A reader of my company’s newsletter recently emailed me and asked me if I could

highlight the difference in how one approaches building a predictive model when compared to more “traditional” descriptive models. And why the approaches are different.

He went on to say that he had

a colleague who insists that developing aggregate statistical models is critical to develop predictive models. I think the process is fundamentally different… the approach to building predictive models can actually be hurt if you “try to explain why” versus prove that you can come up with a good prediction that you can act on.

To answer this I reached out to my analytical brain trust – my friends Dean Abbott, John Elder and Eric Siegel.

Dean responded by saying in statistics the mindset is that “the model is king” where in predictive analytics “the data is king”. He went on to say

When the model is king, the typical procedure is that we first have a hypothesis about which fields will be useful and what form of a model is the true form. For the model-centric folks, it’s as if there is a model in the ether that we as modelers must find, and if we get coefficients in the model “wrong”, or if the model errors are “wrong”, we have to rebuild the model to get it right, which may mean transforming inputs and or outputs so that we conform to the model assumptions and model form. Of course, this is important if your model must

explainthe behavior.On the other hand, for many data miners predicting the target variable accurately is paramount. The models are non-parametric and distribution-free so that we don’t care about model forms. We won’t have to explain preciselywhyindividuals behave as they do so long as we can explainhowthey will behave.

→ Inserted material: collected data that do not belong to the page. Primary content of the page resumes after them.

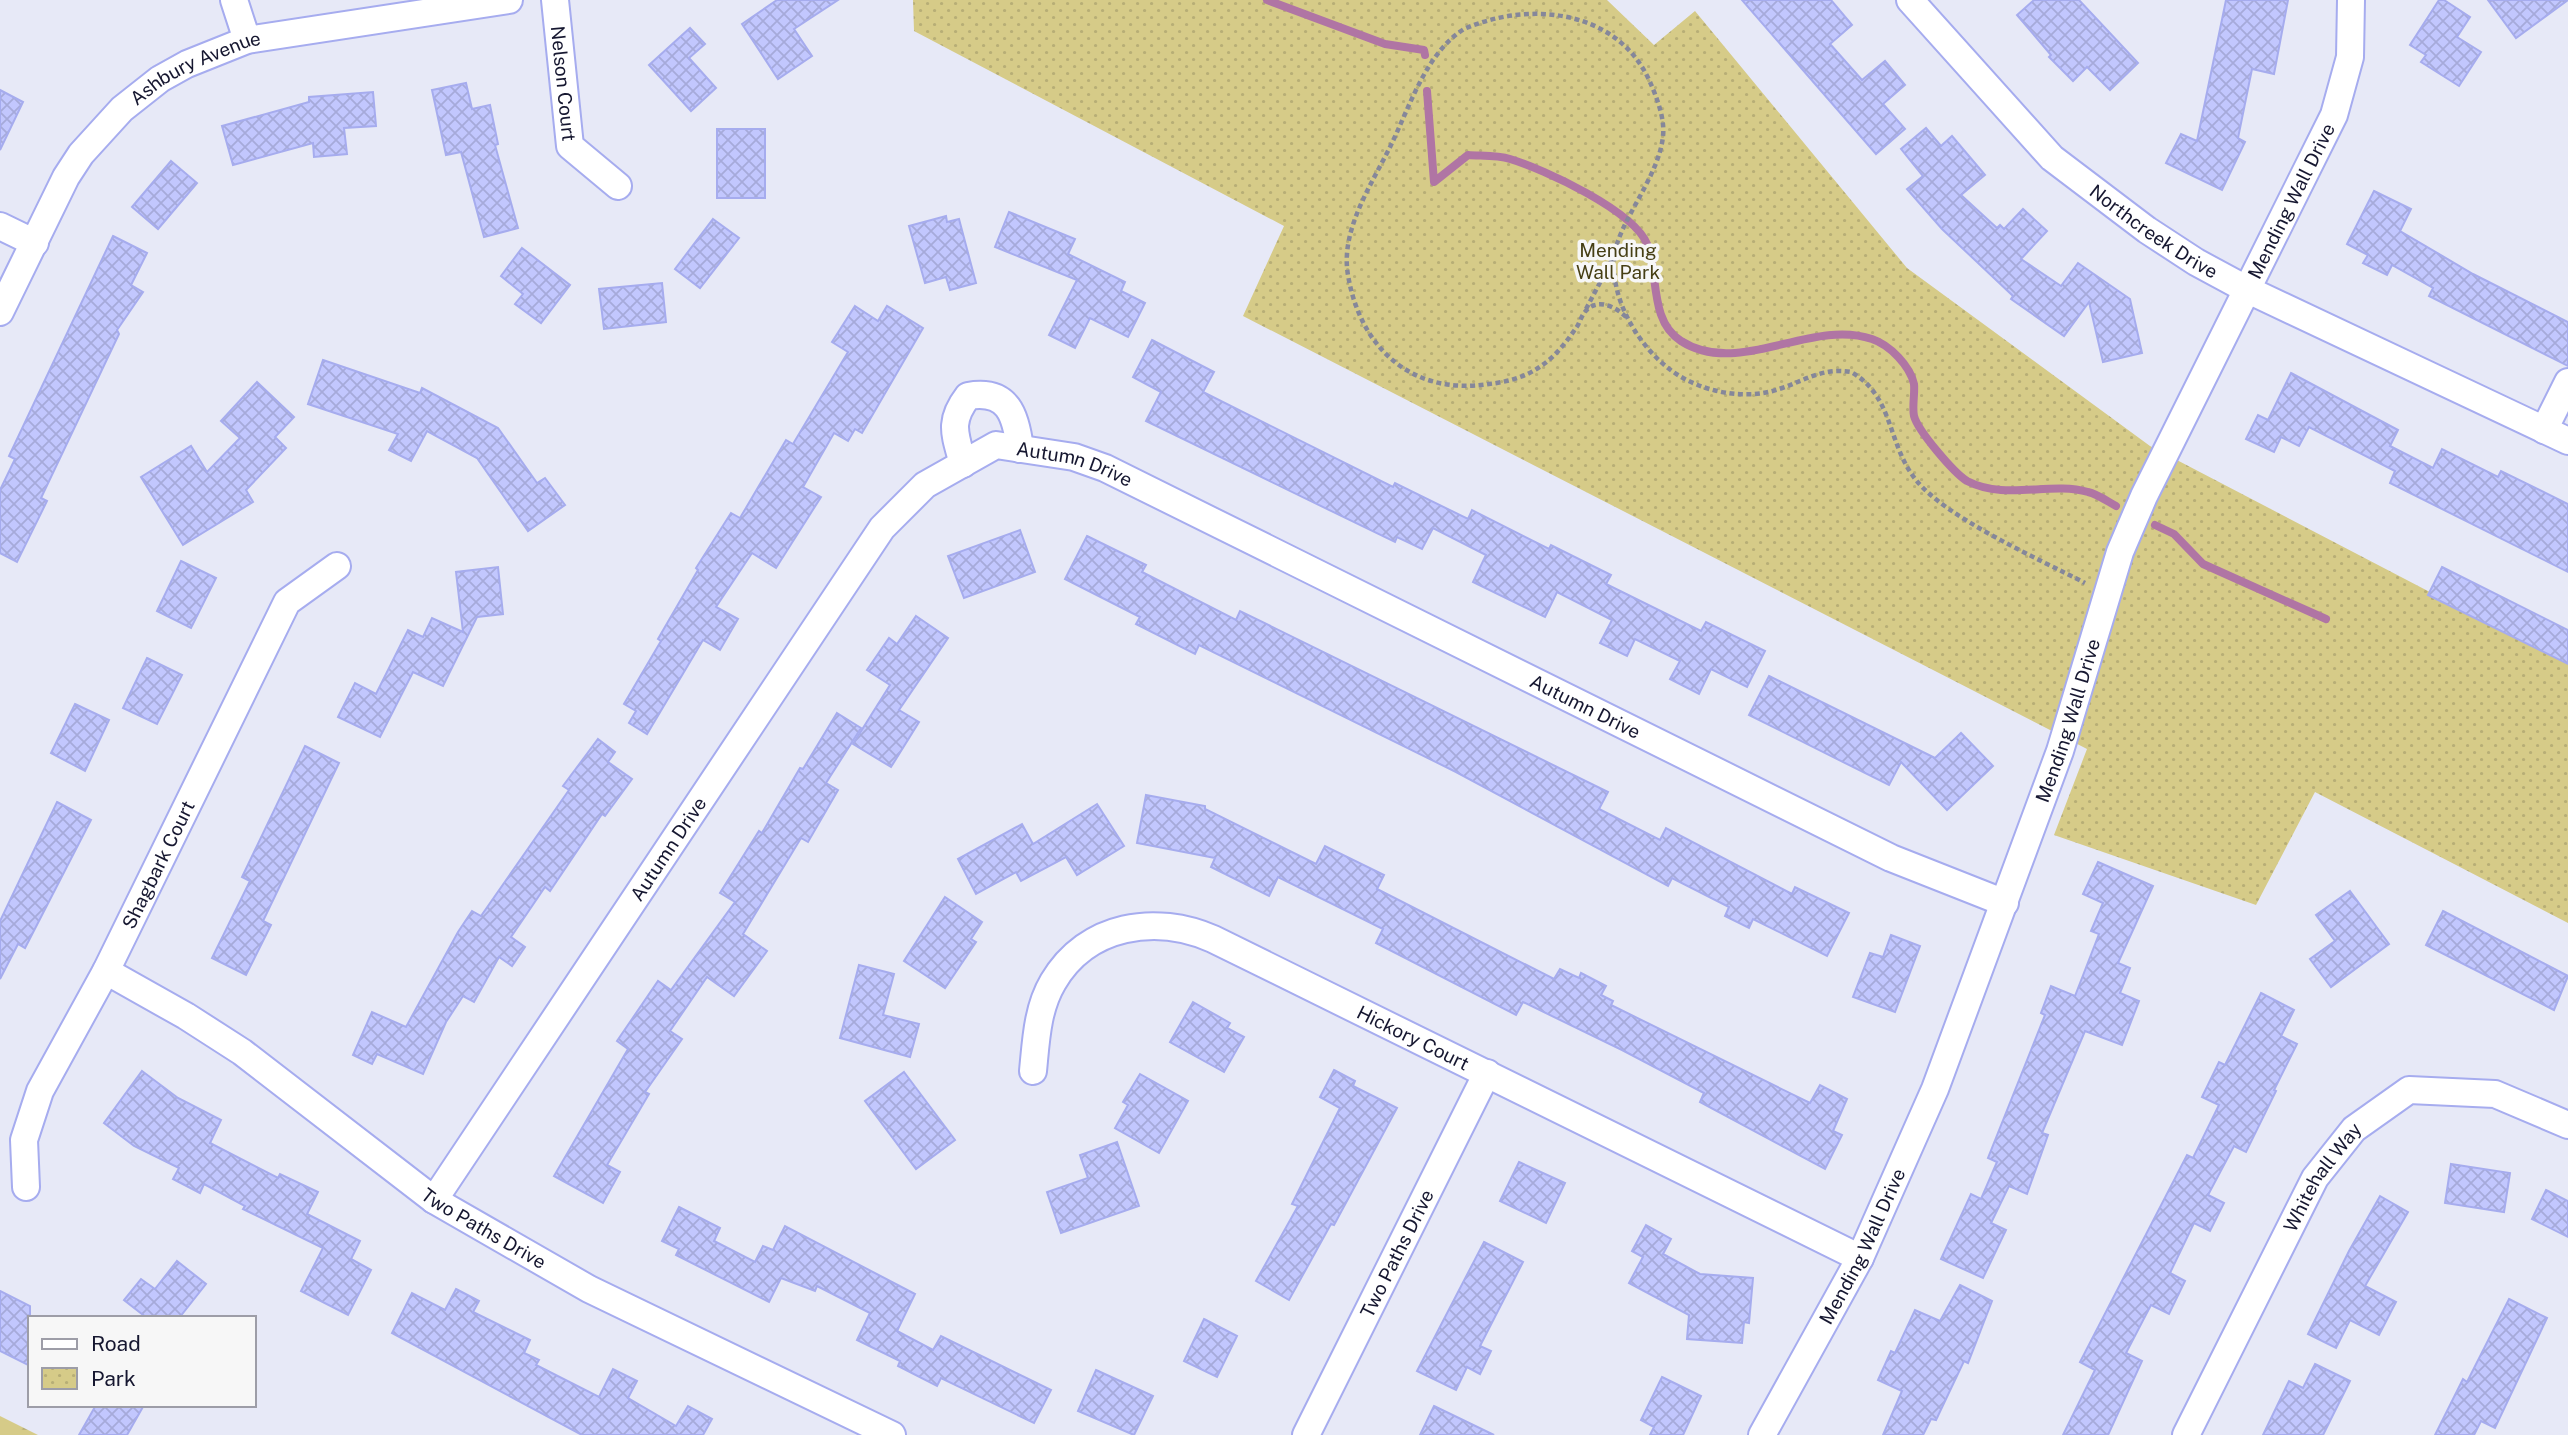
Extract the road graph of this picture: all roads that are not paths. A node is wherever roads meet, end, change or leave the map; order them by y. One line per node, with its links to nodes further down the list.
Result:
1 (234, 0): 6 (street)
2 (509, 0): 6 (street, Ashbury Avenue)
3 (555, 0): 7 (street, Nelson Court)
4 (1910, 0): 10 (street, Northcreek Drive)
5 (2351, 0): 10 (street, Mending Wall Drive)
6 (247, 40): 9 (street, Ashbury Avenue)
7 (618, 187)
8 (0, 226): 9 (street)
9 (35, 243): 11 (street, Ashbury Avenue)
10 (2246, 289): 13 (street, Northcreek Drive); 18 (street, Mending Wall Drive)
11 (0, 312)
12 (2568, 382): 13 (street)
13 (2544, 430): 14 (street, Northcreek Drive)
14 (2568, 441)
15 (1020, 449): 16 (street, Autumn Drive); 16 (street); 18 (street, Autumn Drive)
16 (963, 464): 24 (street, Autumn Drive)
17 (337, 566): 19 (street, Shagbark Court)
18 (2005, 903): 25 (street, Mending Wall Drive)
19 (106, 971): 23 (street, Shagbark Court); 24 (street, Two Paths Drive)
20 (1033, 1071): 21 (street, Hickory Court)
21 (1487, 1073): 25 (street, Hickory Court); 27 (street, Two Paths Drive)
22 (2568, 1125): 29 (street, Whitehall Way)
23 (26, 1187)
24 (434, 1200): 26 (street, Two Paths Drive)
25 (1860, 1258): 28 (street, Mending Wall Drive)
26 (892, 1435)
27 (1306, 1435)
28 (1762, 1435)
29 (2186, 1435)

- Statistics and data mining have common aims in that both are concerned with discovering structure in data
- But data mining is not a subset of statistics (despite the opinion of some statisticians to the contrary) nor is statistics part of mathematics
- Both data mining and statistics rely on math however
- Because statistics has a strong historical tie to mathematics there is a tendency for statisticians to require a proof
- Because statistics techniques grew up working on samples and subsets, statistics tends to focus a lot of energy in how to extrapolate or infer about a population from a small sample
- In contrast data miners are often awash in data – where a statistician may have 1,000 points a data miner may be working with hundreds of millions of transactions
- “Model” means something different to each group – to a statistician a model is something that explains relationships in the data where to a data miner or predictive modeler it means something that explains how to combined data elements to get a useful result

So I guess the key thing is that for a predictive model to be useful we don’t need to understand WHY it is useful only HOW it is useful – we must understand how we can use it to make better decisions but we don’t need an explanation of how it works. Predictive analytic models may be more or less explicable (with a decision tree it is easy to see how the result was achieved, less so with a neural network) but we don’t need a real-world explanation of why a model has a particular coefficient, say, or why the split is at a particular value.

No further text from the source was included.